### EXERCISE
All lines containing the string "Jungkarang" must be copied from the entries.

.....

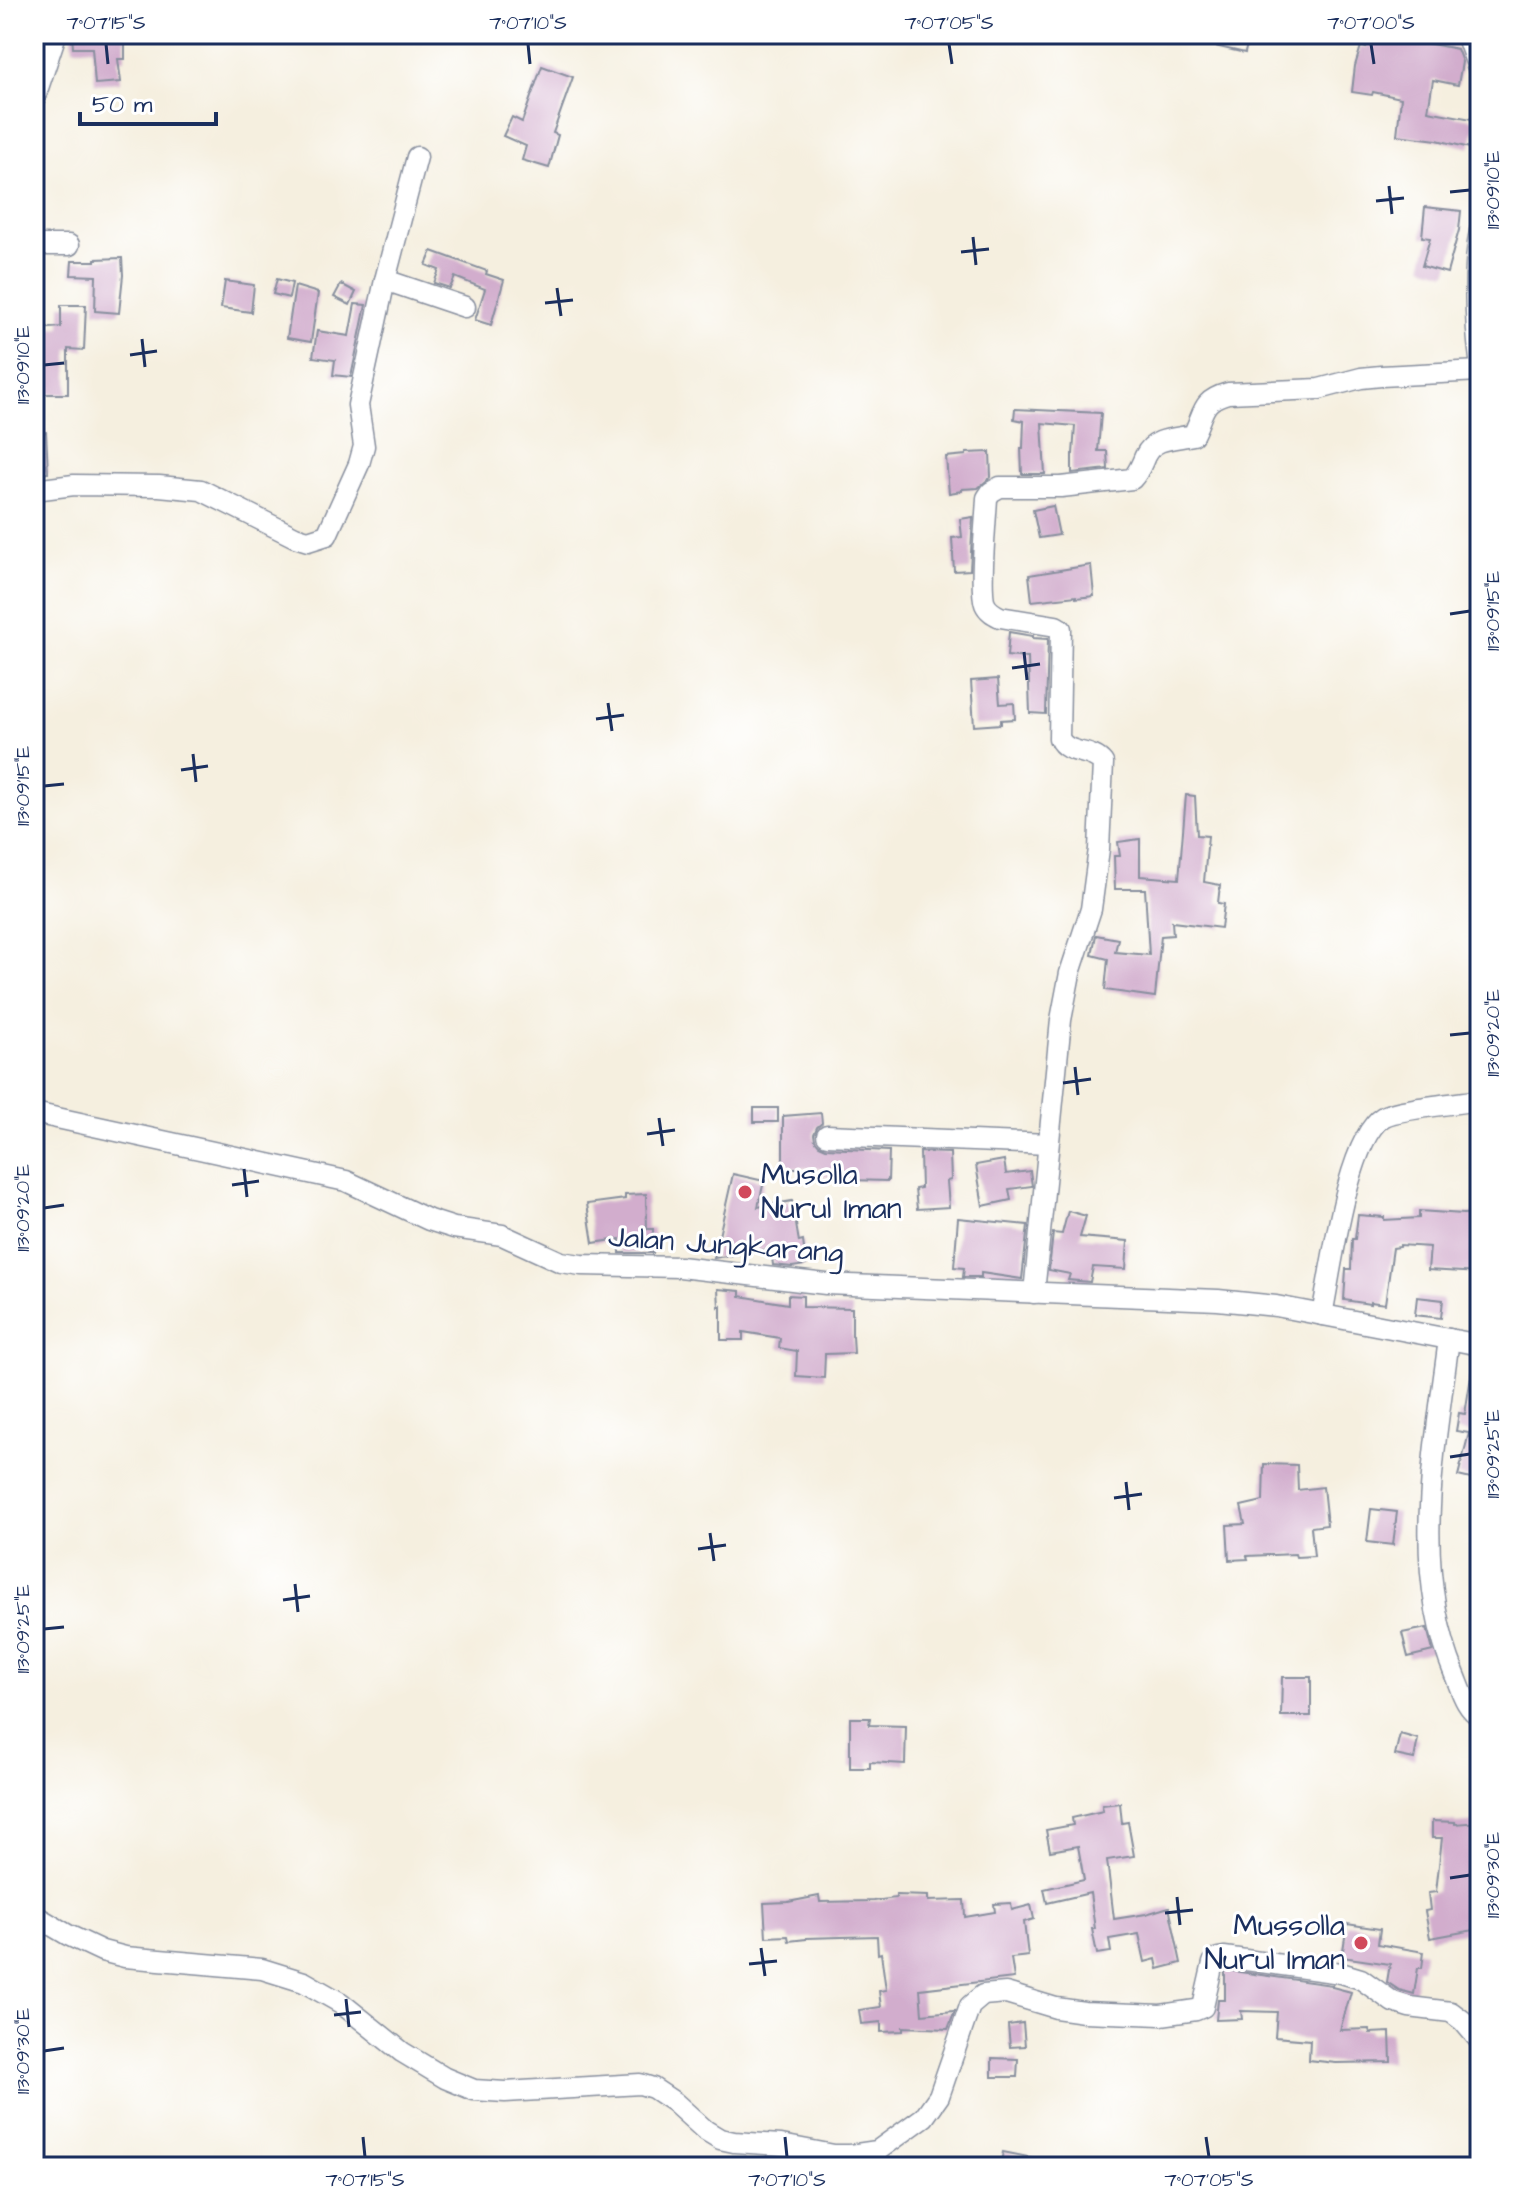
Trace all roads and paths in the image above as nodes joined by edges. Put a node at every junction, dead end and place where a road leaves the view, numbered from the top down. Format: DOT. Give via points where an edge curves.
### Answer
graph roads {
  1 [pos="56,34"];
  2 [pos="1462,34"];
  3 [pos="1480,73"];
  4 [pos="34,100"];
  5 [pos="417,157"];
  6 [pos="1480,231"];
  7 [pos="34,245"];
  8 [pos="69,245"];
  9 [pos="385,280"];
  10 [pos="465,307"];
  11 [pos="1480,359"];
  12 [pos="1480,371"];
  13 [pos="34,490"];
  14 [pos="1480,1100"];
  15 [pos="34,1113"];
  16 [pos="827,1135"];
  17 [pos="1048,1144"];
  18 [pos="1034,1293"];
  19 [pos="1322,1315"];
  20 [pos="1449,1339"];
  21 [pos="1480,1345"];
  22 [pos="1480,1716"];
  23 [pos="34,1915"];
  24 [pos="1480,2041"];
  1 -- 4 [label="street"];
  2 -- 3 [label="street"];
  5 -- 9 [label="street"];
  6 -- 11 [label="street"];
  7 -- 8 [label="street"];
  9 -- 10 [label="street"];
  9 -- 13 [label="street" via="358,405 364,446 327,535 308,541 295,537 201,490 74,485"];
  12 -- 17 [label="street" via="1228,393 1207,402 1193,435 1152,445 1132,479 1000,487 987,498 985,605 1000,617 1061,629 1059,738 1068,749 1103,763 1091,909 1061,1020"];
  14 -- 19 [label="street" via="1383,1116 1366,1135 1348,1184"];
  15 -- 18 [label="street, Jalan Jungkarang" via="346,1181 429,1220 502,1235 561,1262 680,1267 826,1284"];
  16 -- 17 [label="street"];
  17 -- 18 [label="street"];
  18 -- 19 [label="street, Jalan Jungkarang" via="1218,1300"];
  19 -- 20 [label="street, Jalan Jungkarang"];
  20 -- 21 [label="street, Jalan Jungkarang"];
  20 -- 22 [label="street" via="1431,1479 1428,1553 1447,1656 1468,1704"];
  23 -- 24 [label="street" via="102,1951 125,1957 262,1969 304,1982 341,2003 402,2052 474,2090 640,2084 674,2102 720,2139 834,2155 877,2151 924,2117 939,2096 970,2006 983,1995 1006,1993 1084,2012 1161,2015 1196,2010 1203,2007 1213,1963 1224,1957 1361,1979 1401,2005 1451,2012"];
}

.....

### OUTPUT BELOW
  15 -- 18 [label="street, Jalan Jungkarang" via="346,1181 429,1220 502,1235 561,1262 680,1267 826,1284"];
  18 -- 19 [label="street, Jalan Jungkarang" via="1218,1300"];
  19 -- 20 [label="street, Jalan Jungkarang"];
  20 -- 21 [label="street, Jalan Jungkarang"];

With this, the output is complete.